#### TASK ITEM
Search the listing for the word "street". Copy every line where it is found.

#### RECORDS FOR PROCESSING
Start of Block
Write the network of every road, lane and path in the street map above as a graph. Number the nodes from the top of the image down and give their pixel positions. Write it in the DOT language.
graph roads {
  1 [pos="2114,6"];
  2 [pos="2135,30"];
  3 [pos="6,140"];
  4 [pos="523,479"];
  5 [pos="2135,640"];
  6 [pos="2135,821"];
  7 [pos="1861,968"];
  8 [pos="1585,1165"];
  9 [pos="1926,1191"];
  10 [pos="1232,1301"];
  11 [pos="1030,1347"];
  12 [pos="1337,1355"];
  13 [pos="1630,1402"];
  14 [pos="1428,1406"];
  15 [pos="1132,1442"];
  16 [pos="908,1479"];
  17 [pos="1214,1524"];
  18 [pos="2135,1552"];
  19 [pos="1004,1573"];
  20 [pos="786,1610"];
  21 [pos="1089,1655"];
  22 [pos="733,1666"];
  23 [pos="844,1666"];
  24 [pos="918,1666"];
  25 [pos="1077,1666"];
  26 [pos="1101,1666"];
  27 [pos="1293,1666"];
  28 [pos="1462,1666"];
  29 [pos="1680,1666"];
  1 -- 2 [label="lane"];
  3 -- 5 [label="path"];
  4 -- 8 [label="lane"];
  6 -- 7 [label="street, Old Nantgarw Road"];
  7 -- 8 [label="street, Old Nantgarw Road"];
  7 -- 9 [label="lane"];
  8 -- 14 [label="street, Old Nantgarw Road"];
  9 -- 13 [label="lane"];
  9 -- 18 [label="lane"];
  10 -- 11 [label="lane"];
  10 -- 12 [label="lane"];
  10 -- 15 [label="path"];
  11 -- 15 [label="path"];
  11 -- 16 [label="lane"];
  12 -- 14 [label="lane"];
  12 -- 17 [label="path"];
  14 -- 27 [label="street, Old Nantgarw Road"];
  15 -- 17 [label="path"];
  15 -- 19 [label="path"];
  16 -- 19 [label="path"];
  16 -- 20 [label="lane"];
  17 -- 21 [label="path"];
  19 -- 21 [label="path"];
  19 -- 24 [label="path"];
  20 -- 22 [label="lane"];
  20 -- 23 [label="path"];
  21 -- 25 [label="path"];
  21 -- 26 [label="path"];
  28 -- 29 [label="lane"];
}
End of Block
#### TASK OUTPUT
Write the network of every road, lane and path in the street map above as a graph. Number the nodes from the top of the image down and give their pixel positions. Write it in the DOT language.
  6 -- 7 [label="street, Old Nantgarw Road"];
  7 -- 8 [label="street, Old Nantgarw Road"];
  8 -- 14 [label="street, Old Nantgarw Road"];
  14 -- 27 [label="street, Old Nantgarw Road"];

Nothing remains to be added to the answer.